In Central New York, Burdick’s body of philanthropic work includes helping refugees from Nepal and Bhutan and establishing a charitable foundation. Since 1986, the Burdick Foundation has distributed more than $100,000 annually to area nonprofit agencies. He has lent some of his indoor space to help civic community organizations like Boy Scouts, Girl Scouts, Special Olympics, the Red Cross and several others hold fund-raisers and public events. He is the founding member of New Hope Crisis Pregnancy center. He has donated cars for nonprofit driver’s education programs, Syracuse University’s Courtesy Car Program, and Students Against Drunk Driving. He established and previously headed the Auto Show Charity Preview, which has donated more than $4 million to Syracuse area charities.
“We still have work to do,” he said. “The monetary aspect is certainly an important part, but the root issue is lack of faith.”

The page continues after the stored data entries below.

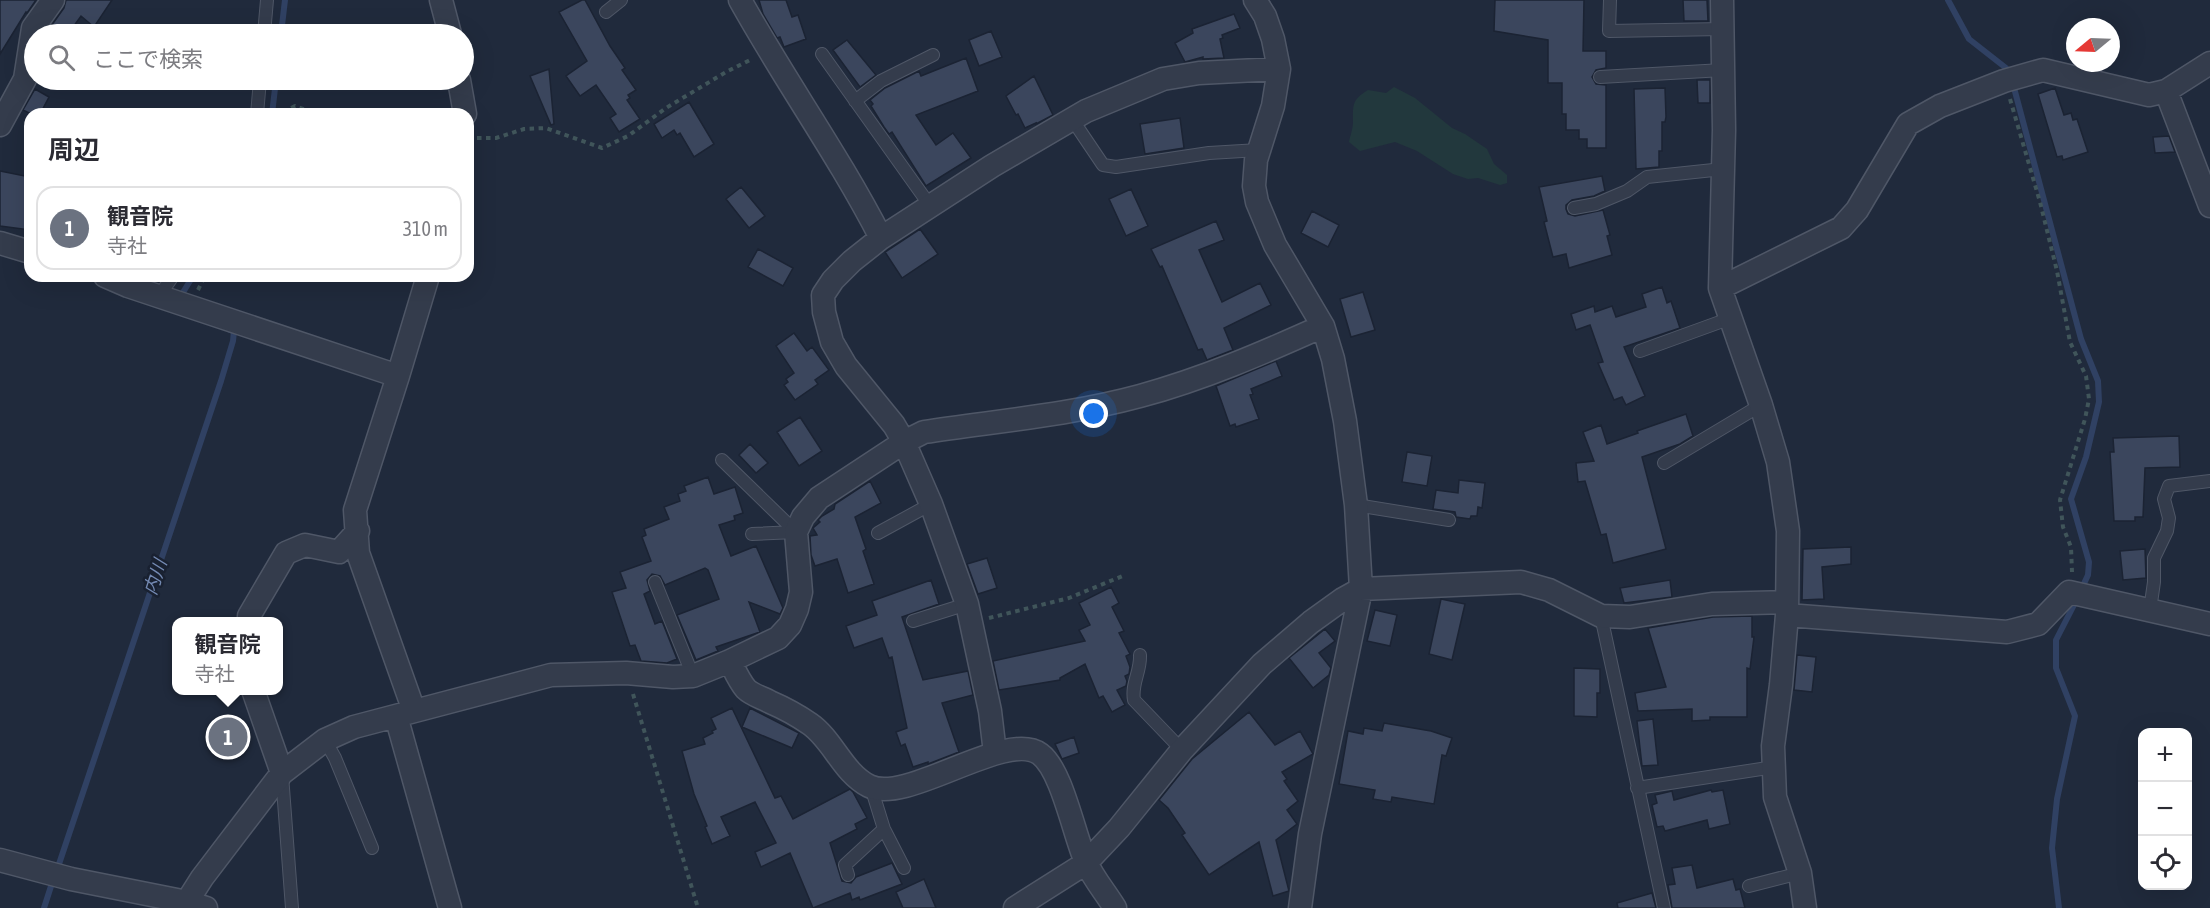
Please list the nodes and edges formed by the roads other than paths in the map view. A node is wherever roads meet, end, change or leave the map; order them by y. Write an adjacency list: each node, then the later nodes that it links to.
1 (53, 0): 10 (street)
2 (267, 0): 11 (lane)
3 (441, 0): 12 (street)
4 (621, 0): 9 (lane)
5 (740, 0): 34 (street)
6 (1255, 0): 17 (street)
7 (1610, 0): 13 (lane)
8 (1722, 0): 13 (street)
9 (606, 12)
10 (36, 24)
11 (265, 24)
12 (447, 24)
13 (1723, 29): 18 (street)
14 (822, 54): 24 (lane)
15 (933, 55): 24 (lane)
16 (2210, 63): 23 (street)
17 (1280, 69): 27 (street); 29 (street)
18 (1723, 70): 19 (lane); 30 (street)
19 (1600, 77)
20 (24, 83): 28 (street)
21 (259, 90): 25 (lane)
22 (461, 90): 26 (street)
23 (2166, 91): 32 (street); 40 (street)
24 (855, 101): 31 (lane)
25 (258, 108)
26 (464, 108)
27 (1072, 119): 29 (lane); 31 (street)
28 (0, 125)
29 (1259, 150): 43 (street)
30 (1723, 169): 33 (lane); 40 (street)
31 (931, 207): 34 (street)
32 (2210, 207)
33 (1574, 208)
34 (881, 238): 47 (street)
35 (0, 243): 36 (street)
36 (24, 250)
37 (120, 282): 41 (street)
38 (169, 282): 41 (lane)
39 (426, 282): 45 (street)
40 (1720, 288): 42 (street)
41 (159, 296): 45 (street)
42 (1731, 318): 44 (lane); 46 (street)
43 (1323, 326): 47 (street); 52 (street)
44 (1640, 351)
45 (398, 376): 54 (street)
46 (1761, 405): 49 (lane); 60 (street)
47 (904, 442): 51 (street); 55 (street)
48 (722, 460): 55 (lane)
49 (1664, 463)
50 (2210, 481): 61 (lane)
51 (931, 504): 56 (lane); 62 (street)
52 (1356, 505): 53 (lane); 59 (street)
53 (1449, 520)
54 (358, 531): 64 (street); 71 (street)
55 (796, 532): 57 (lane); 68 (street)
56 (878, 533)
57 (752, 534)
58 (654, 582): 69 (lane)
59 (1361, 589): 63 (street); 73 (street); 92 (street)
60 (1787, 608): 61 (street); 63 (street); 75 (street)
61 (2150, 610): 66 (street)
62 (969, 613): 65 (lane); 74 (street)
63 (1601, 616): 78 (lane)
64 (249, 617)
65 (913, 621)
66 (2210, 624)
67 (1140, 655): 73 (lane)
68 (730, 661): 69 (street); 77 (street)
69 (693, 676): 71 (street)
70 (255, 695): 76 (street)
71 (405, 714): 72 (street); 89 (street)
72 (325, 740): 76 (street); 80 (lane)
73 (1182, 750): 82 (street)
74 (995, 753): 77 (street); 82 (street)
75 (1773, 768): 78 (lane); 84 (street)
76 (282, 773): 87 (street); 88 (lane)
77 (871, 787): 79 (lane)
78 (1637, 788): 93 (lane)
79 (884, 829): 83 (lane); 85 (lane)
80 (372, 848)
81 (0, 860): 87 (street)
82 (1086, 863): 90 (street); 91 (street)
83 (904, 868)
84 (1800, 873): 86 (lane); 94 (street)
85 (848, 875)
86 (1749, 886)
87 (192, 906)
88 (292, 908)
89 (450, 908)
90 (1015, 908)
91 (1115, 908)
92 (1300, 908)
93 (1665, 908)
94 (1805, 908)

Burdick has known his closest friend, Lou Bregou, for over 50 years now. When they met, Bregou’s future father-in-law, Paul Bowker, and Burdick were building a stock car in a one-car garage.
“I had a Corvette at the time,” Bregou said, “but I thought what they were building was more impressive. And Roger was the one that raced it.”
Burdick hired Bregou to sell cars in 1983. Bregou stuck with the growing business, eventually getting promoted to operations director and working as Roger’s right-hand man. Bregou, 70, plans to retire later this year.
They joke about how, at expos and manufacturers meetings, automobile industry big wigs who have not met Burdick before assume Bregou is the business owner because Roger is a little quieter and prefers to listen instead of talking.
“When his business took off, he never changed. He’s one of the most humble persons I’ve known. He’s fair and honest, and he never brags,” Bregou said. “But don’t let him fool you: He’s still the guy who can fix anything.”
Roger Burdick Talks Cars
Q.: What are you currently driving?
A.: A Volkswagen Atlas. It’s got the extra seating for my grandkids, and plenty of room for my hunting gear. It’s been a great vehicle.
Q.: You drive every make and model that you sell. What is your favorite vehicle of all time?
A.: That’s a hard question. My dad’s advice was, “Don’t fall in love with a car, because you’ve got to sell it! I can tell you that I’ve always been very impressed by the Corvette. General Motors has been able to provide an exotic car but not at an exotic price.”
Q.: Were you a fan of the American-made muscle cars in the 1960s and 1970s?
A: A fan yes, but I couldn’t afford them at the time. Much later on, my son and I restored a Pontiac GTO when he was in high school. They are a lot of fun, but the downside is they need constant TLC. If you don’t tinker with them all the time, they start having problems.
Q.: In your opinion, what was the worst car ever made?
A: The Yugo. They were built in Yugoslavia and sold a lot in Eastern Europe, and somehow some of them made it into the States. They were built with outdated technology, were unreliable and unsafe. It was based on a Russian model that was a very poor design.
Q.: What have been your hottest sellers lately?
A.: Trucks have taken off as the hottest item. These days, a pickup truck is like a luxury car with a box on the back.